Discovering where the voice most truly sits...

Sometimes they come following illness. Or maybe
work has dried up. They seek a new repertoire.
Sometimes because something has started to feel
not quite right. Their voice has stopped speaking to them.

I see the soprano, no longer at ease on her trapeze,
struggling now to achieve the float of a high B flat:
head-voice, the note that once pinged out like a harmonic
on a guitar string, it seemed with no support – not even air.
Or the baritone, heeding the whisper of where
nature wishes his voice to soar or break, who accepts
at last that he must attempt what was always
secretly feared: the operatic tenor’s high-wire act.

Do not ask me to define a ‘natural’ voice –
its light, shade, depth, tone, colour... Yet there are
techniques to achieve a new placing of its register.
Put simply, first we unlock the top of the tessitura
which must be lightened.
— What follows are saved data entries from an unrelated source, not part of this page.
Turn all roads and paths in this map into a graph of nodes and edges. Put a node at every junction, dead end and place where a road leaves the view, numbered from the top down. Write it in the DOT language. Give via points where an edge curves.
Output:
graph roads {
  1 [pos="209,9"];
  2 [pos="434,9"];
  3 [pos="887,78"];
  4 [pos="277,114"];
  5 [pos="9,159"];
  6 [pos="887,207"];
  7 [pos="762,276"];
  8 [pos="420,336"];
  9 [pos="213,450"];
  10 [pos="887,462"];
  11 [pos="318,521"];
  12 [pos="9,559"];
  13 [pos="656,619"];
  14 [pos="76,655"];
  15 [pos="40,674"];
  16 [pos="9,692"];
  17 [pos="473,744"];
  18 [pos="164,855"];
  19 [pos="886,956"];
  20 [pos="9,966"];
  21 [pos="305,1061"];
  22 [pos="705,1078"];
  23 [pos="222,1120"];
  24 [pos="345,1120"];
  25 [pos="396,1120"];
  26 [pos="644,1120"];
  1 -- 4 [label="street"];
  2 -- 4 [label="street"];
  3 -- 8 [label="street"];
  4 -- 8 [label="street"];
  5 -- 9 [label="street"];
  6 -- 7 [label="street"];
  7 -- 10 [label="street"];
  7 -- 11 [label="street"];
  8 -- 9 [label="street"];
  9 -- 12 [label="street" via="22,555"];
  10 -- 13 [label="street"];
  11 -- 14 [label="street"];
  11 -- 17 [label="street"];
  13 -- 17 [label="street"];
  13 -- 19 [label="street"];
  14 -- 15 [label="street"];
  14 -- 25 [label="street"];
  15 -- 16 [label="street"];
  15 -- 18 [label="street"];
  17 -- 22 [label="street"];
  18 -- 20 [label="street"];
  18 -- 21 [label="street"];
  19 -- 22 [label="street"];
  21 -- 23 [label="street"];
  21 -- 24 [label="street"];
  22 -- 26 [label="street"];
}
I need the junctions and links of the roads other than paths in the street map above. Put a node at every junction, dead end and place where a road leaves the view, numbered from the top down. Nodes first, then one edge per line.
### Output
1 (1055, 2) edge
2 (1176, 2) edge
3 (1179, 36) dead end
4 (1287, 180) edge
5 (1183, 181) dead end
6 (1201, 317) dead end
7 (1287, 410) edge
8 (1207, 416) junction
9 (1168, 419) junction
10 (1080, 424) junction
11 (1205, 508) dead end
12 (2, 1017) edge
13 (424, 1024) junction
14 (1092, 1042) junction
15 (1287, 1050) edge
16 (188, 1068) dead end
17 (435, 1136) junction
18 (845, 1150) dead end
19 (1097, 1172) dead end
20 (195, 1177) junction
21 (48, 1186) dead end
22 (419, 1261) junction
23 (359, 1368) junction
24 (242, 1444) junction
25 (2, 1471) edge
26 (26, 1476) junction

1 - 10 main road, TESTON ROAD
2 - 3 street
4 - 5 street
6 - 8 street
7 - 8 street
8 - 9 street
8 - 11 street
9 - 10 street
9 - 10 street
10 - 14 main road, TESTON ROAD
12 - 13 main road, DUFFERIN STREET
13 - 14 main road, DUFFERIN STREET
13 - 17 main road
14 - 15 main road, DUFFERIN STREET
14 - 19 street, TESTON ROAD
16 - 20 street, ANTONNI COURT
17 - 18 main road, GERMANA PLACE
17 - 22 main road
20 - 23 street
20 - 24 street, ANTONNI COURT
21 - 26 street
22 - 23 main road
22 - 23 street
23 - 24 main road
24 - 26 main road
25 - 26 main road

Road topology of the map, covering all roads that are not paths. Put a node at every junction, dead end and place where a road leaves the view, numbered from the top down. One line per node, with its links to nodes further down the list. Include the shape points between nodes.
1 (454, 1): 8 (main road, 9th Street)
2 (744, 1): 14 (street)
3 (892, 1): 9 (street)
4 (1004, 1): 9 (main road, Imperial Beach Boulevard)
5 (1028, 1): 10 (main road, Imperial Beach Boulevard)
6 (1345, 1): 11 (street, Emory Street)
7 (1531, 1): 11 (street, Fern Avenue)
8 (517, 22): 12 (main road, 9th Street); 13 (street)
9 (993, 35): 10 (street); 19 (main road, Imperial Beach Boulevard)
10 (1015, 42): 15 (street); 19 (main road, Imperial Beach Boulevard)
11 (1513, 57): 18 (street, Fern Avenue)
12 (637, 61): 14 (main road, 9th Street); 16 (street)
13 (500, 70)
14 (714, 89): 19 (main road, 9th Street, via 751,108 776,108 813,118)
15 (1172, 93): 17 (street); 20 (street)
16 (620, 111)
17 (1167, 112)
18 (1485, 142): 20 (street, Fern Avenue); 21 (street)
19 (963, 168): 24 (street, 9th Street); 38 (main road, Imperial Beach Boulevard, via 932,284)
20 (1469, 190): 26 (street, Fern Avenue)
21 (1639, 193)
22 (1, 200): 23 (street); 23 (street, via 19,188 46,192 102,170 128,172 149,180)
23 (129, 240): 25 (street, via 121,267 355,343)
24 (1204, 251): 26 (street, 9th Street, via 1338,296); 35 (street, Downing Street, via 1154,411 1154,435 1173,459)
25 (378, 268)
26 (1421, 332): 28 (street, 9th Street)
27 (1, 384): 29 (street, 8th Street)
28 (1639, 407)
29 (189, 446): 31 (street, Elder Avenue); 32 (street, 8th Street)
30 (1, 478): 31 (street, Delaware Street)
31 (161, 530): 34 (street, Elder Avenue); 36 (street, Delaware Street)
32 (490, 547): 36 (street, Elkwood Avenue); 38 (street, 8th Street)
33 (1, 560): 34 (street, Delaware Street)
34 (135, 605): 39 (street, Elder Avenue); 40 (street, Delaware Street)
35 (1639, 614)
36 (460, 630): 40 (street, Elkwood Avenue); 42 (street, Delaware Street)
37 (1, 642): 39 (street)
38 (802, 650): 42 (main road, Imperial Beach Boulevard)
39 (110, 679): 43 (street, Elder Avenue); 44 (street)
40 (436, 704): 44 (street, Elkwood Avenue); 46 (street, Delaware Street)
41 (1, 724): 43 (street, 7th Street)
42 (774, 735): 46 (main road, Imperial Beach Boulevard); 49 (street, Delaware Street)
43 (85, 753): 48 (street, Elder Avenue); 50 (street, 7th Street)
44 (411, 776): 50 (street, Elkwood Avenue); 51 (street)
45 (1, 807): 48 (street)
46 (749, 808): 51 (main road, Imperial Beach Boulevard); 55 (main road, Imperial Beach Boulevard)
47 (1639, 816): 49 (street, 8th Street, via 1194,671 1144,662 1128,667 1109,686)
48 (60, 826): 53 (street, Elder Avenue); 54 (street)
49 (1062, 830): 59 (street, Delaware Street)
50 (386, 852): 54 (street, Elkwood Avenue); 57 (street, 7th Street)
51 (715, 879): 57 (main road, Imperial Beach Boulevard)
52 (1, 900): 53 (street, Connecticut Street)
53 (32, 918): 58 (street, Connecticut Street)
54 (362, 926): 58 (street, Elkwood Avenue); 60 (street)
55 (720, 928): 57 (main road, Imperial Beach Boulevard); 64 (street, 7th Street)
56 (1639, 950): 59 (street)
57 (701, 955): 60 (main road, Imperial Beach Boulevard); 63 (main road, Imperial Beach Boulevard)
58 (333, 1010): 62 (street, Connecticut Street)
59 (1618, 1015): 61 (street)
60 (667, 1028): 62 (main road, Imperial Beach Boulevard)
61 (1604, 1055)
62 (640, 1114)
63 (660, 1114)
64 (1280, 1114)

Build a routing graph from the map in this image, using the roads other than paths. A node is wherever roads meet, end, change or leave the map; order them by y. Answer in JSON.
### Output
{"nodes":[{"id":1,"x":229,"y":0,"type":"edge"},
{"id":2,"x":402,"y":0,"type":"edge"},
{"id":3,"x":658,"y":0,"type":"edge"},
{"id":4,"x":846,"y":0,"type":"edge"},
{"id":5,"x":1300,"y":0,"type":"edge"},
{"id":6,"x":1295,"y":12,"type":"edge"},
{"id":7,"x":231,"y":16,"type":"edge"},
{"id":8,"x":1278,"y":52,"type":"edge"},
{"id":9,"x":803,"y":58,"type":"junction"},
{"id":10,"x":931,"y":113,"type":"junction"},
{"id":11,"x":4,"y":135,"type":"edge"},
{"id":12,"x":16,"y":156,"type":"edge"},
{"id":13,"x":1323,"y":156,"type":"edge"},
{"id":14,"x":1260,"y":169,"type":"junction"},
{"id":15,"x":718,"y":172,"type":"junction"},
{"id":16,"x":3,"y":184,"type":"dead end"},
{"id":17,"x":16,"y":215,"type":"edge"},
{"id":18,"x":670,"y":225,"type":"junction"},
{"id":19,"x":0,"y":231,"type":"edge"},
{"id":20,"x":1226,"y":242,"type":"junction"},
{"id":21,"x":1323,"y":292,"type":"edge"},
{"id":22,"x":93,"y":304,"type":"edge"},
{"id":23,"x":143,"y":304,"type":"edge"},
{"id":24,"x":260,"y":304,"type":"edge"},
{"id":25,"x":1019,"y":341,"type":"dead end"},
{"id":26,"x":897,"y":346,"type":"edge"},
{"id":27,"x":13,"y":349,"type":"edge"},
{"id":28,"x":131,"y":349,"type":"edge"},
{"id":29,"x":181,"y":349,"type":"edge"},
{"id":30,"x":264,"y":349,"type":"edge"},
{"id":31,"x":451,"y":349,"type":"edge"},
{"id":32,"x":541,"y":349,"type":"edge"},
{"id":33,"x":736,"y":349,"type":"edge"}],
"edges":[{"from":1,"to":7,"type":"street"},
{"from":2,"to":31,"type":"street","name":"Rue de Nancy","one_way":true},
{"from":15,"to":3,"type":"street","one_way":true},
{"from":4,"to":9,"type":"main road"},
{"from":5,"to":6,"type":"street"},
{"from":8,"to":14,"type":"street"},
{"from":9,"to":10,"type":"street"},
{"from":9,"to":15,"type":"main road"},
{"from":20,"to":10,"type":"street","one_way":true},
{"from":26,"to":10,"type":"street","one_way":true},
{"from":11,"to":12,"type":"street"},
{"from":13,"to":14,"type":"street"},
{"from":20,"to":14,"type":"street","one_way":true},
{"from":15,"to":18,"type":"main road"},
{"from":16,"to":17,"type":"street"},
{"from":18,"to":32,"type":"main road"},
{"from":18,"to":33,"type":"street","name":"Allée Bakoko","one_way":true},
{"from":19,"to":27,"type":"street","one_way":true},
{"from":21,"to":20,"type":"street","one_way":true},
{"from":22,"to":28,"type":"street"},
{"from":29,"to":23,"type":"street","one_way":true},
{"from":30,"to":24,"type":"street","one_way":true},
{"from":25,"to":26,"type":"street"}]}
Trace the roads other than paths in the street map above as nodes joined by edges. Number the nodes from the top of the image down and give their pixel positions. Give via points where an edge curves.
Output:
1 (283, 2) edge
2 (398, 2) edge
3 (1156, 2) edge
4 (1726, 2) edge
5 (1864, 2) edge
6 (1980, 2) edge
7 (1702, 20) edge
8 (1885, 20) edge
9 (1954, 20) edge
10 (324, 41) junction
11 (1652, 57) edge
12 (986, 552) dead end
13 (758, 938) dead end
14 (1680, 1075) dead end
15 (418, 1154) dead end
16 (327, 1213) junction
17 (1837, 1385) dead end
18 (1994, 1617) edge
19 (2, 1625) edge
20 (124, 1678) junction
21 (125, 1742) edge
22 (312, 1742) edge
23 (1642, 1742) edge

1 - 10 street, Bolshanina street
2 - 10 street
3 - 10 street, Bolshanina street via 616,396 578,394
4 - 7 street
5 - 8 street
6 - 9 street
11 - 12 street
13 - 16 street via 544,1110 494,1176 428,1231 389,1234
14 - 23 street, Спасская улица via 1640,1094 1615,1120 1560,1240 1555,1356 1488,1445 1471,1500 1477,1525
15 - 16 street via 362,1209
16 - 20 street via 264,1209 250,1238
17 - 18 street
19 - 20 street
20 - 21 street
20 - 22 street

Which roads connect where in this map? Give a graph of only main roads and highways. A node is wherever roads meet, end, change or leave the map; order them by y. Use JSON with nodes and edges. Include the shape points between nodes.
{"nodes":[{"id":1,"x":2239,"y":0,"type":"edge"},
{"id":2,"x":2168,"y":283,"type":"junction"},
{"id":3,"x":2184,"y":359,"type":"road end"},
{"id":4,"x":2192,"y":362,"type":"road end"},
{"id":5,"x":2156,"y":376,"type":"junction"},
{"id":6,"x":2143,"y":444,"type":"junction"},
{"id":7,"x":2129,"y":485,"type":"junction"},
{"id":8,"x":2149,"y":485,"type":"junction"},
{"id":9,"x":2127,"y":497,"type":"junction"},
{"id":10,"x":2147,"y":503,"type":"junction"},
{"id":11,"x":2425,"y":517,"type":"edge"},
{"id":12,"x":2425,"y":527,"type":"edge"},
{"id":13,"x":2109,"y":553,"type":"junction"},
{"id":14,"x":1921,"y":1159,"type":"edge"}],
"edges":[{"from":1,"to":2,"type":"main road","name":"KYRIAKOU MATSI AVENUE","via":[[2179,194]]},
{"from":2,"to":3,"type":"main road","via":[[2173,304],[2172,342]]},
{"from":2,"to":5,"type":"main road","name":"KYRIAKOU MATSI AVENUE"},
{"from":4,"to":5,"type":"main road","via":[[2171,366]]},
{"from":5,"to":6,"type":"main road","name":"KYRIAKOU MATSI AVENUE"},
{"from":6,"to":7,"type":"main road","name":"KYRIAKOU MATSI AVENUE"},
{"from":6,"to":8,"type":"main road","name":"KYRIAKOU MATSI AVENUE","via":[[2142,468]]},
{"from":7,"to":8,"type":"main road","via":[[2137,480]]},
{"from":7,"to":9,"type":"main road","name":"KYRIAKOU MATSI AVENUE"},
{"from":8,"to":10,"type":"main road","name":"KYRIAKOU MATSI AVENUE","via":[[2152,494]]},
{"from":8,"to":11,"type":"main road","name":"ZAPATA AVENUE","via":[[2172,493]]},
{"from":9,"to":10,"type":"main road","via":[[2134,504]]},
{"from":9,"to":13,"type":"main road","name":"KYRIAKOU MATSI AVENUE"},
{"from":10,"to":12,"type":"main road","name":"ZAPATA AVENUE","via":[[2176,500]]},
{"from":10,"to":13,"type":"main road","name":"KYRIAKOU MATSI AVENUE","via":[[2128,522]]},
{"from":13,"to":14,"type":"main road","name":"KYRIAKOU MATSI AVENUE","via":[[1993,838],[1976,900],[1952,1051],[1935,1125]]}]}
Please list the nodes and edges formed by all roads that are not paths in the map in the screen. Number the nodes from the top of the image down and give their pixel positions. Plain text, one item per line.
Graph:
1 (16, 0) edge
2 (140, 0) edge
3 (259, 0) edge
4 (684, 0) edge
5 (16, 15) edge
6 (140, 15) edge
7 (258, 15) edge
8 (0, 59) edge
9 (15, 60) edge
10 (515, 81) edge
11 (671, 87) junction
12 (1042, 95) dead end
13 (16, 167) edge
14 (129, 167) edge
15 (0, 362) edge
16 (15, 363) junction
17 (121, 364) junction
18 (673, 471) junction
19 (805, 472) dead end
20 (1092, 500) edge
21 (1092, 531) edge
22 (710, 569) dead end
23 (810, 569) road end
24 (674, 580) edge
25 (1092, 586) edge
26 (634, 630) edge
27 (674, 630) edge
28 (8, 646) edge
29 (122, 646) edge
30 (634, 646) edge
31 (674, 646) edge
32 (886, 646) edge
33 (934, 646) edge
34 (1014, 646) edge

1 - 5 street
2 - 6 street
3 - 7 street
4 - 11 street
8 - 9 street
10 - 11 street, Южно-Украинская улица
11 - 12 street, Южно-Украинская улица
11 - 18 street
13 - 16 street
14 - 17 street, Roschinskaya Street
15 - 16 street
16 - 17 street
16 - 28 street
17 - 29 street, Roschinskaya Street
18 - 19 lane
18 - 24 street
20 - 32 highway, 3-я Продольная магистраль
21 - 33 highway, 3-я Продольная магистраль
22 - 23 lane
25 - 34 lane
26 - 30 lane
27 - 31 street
Then made to blend
in an even timbre throughout the passaggio.
The singer must learn to imagine notes afresh,
aliter: a self-adjustment, both in head and body.

Some win through. They’ll say, perhaps over-dramatising:
I found a new self – as if sprung from a prison cell.
But a recalibration does not work for everyone.
Some must accept that what they once possessed...

Well, a gift has gone.
Or perhaps they’d never really had one.

These I try to help face up to doing something else.